-- Exercise objective --
Reproduce all of the entries below exactly, without a single change.

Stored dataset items
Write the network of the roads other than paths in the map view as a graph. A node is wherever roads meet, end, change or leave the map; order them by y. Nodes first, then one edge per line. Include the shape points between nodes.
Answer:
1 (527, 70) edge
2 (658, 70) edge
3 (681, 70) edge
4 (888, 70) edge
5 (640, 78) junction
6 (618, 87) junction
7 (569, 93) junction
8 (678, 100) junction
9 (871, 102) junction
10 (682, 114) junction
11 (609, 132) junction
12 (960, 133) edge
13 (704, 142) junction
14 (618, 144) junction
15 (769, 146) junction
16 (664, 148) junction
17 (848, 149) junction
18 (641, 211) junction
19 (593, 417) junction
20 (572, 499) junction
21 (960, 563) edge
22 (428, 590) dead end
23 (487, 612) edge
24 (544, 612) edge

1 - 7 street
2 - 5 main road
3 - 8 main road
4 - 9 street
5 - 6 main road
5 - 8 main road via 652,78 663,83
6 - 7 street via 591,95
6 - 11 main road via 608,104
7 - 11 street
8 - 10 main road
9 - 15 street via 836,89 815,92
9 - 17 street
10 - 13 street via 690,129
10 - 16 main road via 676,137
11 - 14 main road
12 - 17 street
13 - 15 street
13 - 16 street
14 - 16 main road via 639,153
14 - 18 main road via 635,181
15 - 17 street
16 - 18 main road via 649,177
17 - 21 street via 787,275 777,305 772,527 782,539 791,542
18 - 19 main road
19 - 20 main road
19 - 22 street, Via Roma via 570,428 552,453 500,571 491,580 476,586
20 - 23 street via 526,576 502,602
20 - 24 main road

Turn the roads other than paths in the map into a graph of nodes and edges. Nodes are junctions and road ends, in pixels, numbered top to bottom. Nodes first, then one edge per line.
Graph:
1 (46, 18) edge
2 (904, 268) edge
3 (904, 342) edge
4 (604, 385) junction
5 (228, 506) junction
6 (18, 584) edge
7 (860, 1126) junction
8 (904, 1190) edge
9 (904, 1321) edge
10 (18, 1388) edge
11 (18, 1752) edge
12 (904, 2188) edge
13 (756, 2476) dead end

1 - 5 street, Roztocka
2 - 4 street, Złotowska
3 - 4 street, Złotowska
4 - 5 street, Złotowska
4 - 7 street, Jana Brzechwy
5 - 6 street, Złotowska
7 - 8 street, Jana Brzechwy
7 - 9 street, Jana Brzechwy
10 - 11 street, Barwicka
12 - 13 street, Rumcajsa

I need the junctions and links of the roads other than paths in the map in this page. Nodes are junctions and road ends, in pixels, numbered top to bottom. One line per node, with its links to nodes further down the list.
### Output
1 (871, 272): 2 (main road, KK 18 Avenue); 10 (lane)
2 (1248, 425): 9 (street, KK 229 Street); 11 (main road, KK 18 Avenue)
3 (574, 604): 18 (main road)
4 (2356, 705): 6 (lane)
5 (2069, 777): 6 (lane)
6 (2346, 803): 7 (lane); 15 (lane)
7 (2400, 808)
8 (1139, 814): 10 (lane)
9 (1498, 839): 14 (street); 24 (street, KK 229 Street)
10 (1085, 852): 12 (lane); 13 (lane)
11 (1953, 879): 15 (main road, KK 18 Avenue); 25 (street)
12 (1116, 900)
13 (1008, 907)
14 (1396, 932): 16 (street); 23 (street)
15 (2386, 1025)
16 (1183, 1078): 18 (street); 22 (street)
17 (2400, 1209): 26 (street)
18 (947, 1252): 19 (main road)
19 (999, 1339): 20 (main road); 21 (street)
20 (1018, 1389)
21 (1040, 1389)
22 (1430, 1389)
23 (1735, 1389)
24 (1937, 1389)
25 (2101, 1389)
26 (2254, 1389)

-- Response below --
Write the network of the roads other than paths in the map view as a graph. A node is wherever roads meet, end, change or leave the map; order them by y. Nodes first, then one edge per line. Include the shape points between nodes.
Answer:
1 (527, 70) edge
2 (658, 70) edge
3 (681, 70) edge
4 (888, 70) edge
5 (640, 78) junction
6 (618, 87) junction
7 (569, 93) junction
8 (678, 100) junction
9 (871, 102) junction
10 (682, 114) junction
11 (609, 132) junction
12 (960, 133) edge
13 (704, 142) junction
14 (618, 144) junction
15 (769, 146) junction
16 (664, 148) junction
17 (848, 149) junction
18 (641, 211) junction
19 (593, 417) junction
20 (572, 499) junction
21 (960, 563) edge
22 (428, 590) dead end
23 (487, 612) edge
24 (544, 612) edge

1 - 7 street
2 - 5 main road
3 - 8 main road
4 - 9 street
5 - 6 main road
5 - 8 main road via 652,78 663,83
6 - 7 street via 591,95
6 - 11 main road via 608,104
7 - 11 street
8 - 10 main road
9 - 15 street via 836,89 815,92
9 - 17 street
10 - 13 street via 690,129
10 - 16 main road via 676,137
11 - 14 main road
12 - 17 street
13 - 15 street
13 - 16 street
14 - 16 main road via 639,153
14 - 18 main road via 635,181
15 - 17 street
16 - 18 main road via 649,177
17 - 21 street via 787,275 777,305 772,527 782,539 791,542
18 - 19 main road
19 - 20 main road
19 - 22 street, Via Roma via 570,428 552,453 500,571 491,580 476,586
20 - 23 street via 526,576 502,602
20 - 24 main road

Turn the roads other than paths in the map into a graph of nodes and edges. Nodes are junctions and road ends, in pixels, numbered top to bottom. Nodes first, then one edge per line.
Graph:
1 (46, 18) edge
2 (904, 268) edge
3 (904, 342) edge
4 (604, 385) junction
5 (228, 506) junction
6 (18, 584) edge
7 (860, 1126) junction
8 (904, 1190) edge
9 (904, 1321) edge
10 (18, 1388) edge
11 (18, 1752) edge
12 (904, 2188) edge
13 (756, 2476) dead end

1 - 5 street, Roztocka
2 - 4 street, Złotowska
3 - 4 street, Złotowska
4 - 5 street, Złotowska
4 - 7 street, Jana Brzechwy
5 - 6 street, Złotowska
7 - 8 street, Jana Brzechwy
7 - 9 street, Jana Brzechwy
10 - 11 street, Barwicka
12 - 13 street, Rumcajsa

I need the junctions and links of the roads other than paths in the map in this page. Nodes are junctions and road ends, in pixels, numbered top to bottom. One line per node, with its links to nodes further down the list.
### Output
1 (871, 272): 2 (main road, KK 18 Avenue); 10 (lane)
2 (1248, 425): 9 (street, KK 229 Street); 11 (main road, KK 18 Avenue)
3 (574, 604): 18 (main road)
4 (2356, 705): 6 (lane)
5 (2069, 777): 6 (lane)
6 (2346, 803): 7 (lane); 15 (lane)
7 (2400, 808)
8 (1139, 814): 10 (lane)
9 (1498, 839): 14 (street); 24 (street, KK 229 Street)
10 (1085, 852): 12 (lane); 13 (lane)
11 (1953, 879): 15 (main road, KK 18 Avenue); 25 (street)
12 (1116, 900)
13 (1008, 907)
14 (1396, 932): 16 (street); 23 (street)
15 (2386, 1025)
16 (1183, 1078): 18 (street); 22 (street)
17 (2400, 1209): 26 (street)
18 (947, 1252): 19 (main road)
19 (999, 1339): 20 (main road); 21 (street)
20 (1018, 1389)
21 (1040, 1389)
22 (1430, 1389)
23 (1735, 1389)
24 (1937, 1389)
25 (2101, 1389)
26 (2254, 1389)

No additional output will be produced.